Type of data	Frequency domain FLIM data (.R64 files) acquired in live human cell nuclei co-expressing a histone FRET pair (H2B-eGFP and H2B-mCherry). The R64 file format contains in each pixel the corrected G versus S coordinate describing the donor fluorescence lifetime and the local donor intensity. The R64 file format can be directly opened and analysed in the software SimFCS developed at the Laboratory for Fluorescence Dynamics or imported into Matlab as a matrix via the provided Matlab script ‘Open_R64.m’. We also provide a Matlab script called ‘Phasor_FRET.m’ that extrapolates the FRET trajectory for a given unquenched donor and background phasor.
How data were acquired	FLIM data were acquired on an Olympus FV3000 laser scanning confocal microscope coupled to a pulsed 488 nm laser operated at 80 MHz and an ISS FastFLIM box for time resolved detection via the digital frequency domain (DFD) method. The ISS Vista vision software was used for instrument calibration as well as data acquisition and the SimFCS software was used for phasor transformation and data analysis.
Data format	Raw and graph
Parameters for data collection	The FLIM data were acquired in the donor channel (H2B-eGFP) since the fluorescence lifetime of the donor reports FRET interaction with the acceptor (H2B-mCherry) – our read out of nuclear wide chromatin compaction.

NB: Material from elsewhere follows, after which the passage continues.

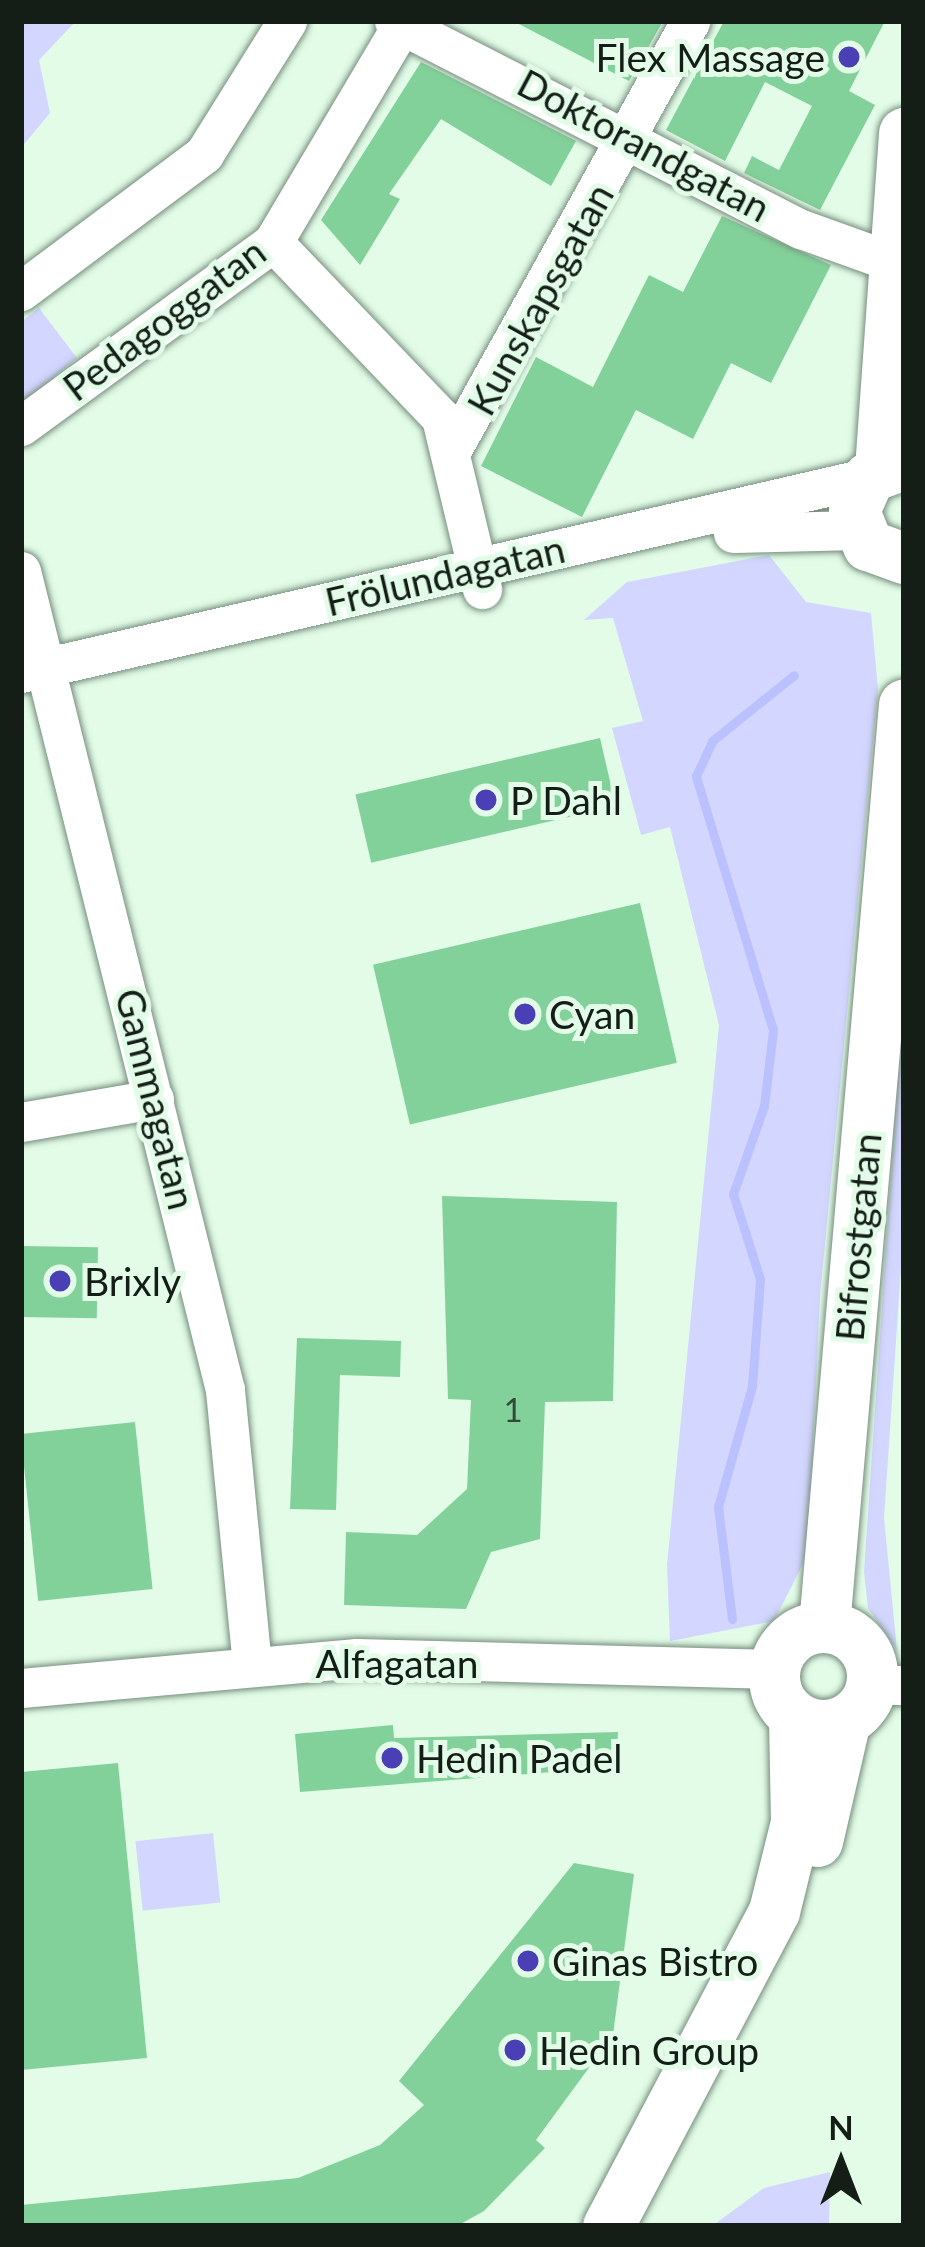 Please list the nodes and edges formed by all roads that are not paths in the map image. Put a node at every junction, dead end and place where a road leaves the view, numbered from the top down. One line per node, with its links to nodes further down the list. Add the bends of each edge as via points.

Description of data collection	The ISS FastFLIM box was first pre-calibrated against a fluorescence lifetime standard so that the saved FLIM acquisitions of histone FRET (.R64 files) are corrected and ready for phasor-based lifetime analysis (e.g., in SimFCS or Matlab).
Data source location	School of Physics, University of Melbourne, Melbourne, Australia.
Data accessibility	The raw data files (.R64), Matlab code to open .R64 files (Open_R64.m) and script to extrapolate a specific donor-background phasor FRET trajectory (Phasor_FRET.m) are provided in the Data in Brief Dataverse, https://dataverse.harvard.edu/privateurl.xhtml?token=317d358d-2d23-466f-af12-b2b15c284c9cAll other data is with this article.
Related research article	Jieqiong Lou, Lorenzo Scipioni, Belinda K. Wright, Tara K. Bartolec, Jessie Zhang, V. Pragathi Masamsetti, Katharina Gaus, Enrico Gratton, Anthony J. Cesare, and Elizabeth Hinde. 2019. Phasor histone FLIM-FRET microscopy quantifies spatiotemporal rearrangement of chromatin architecture during the DNA damage response’.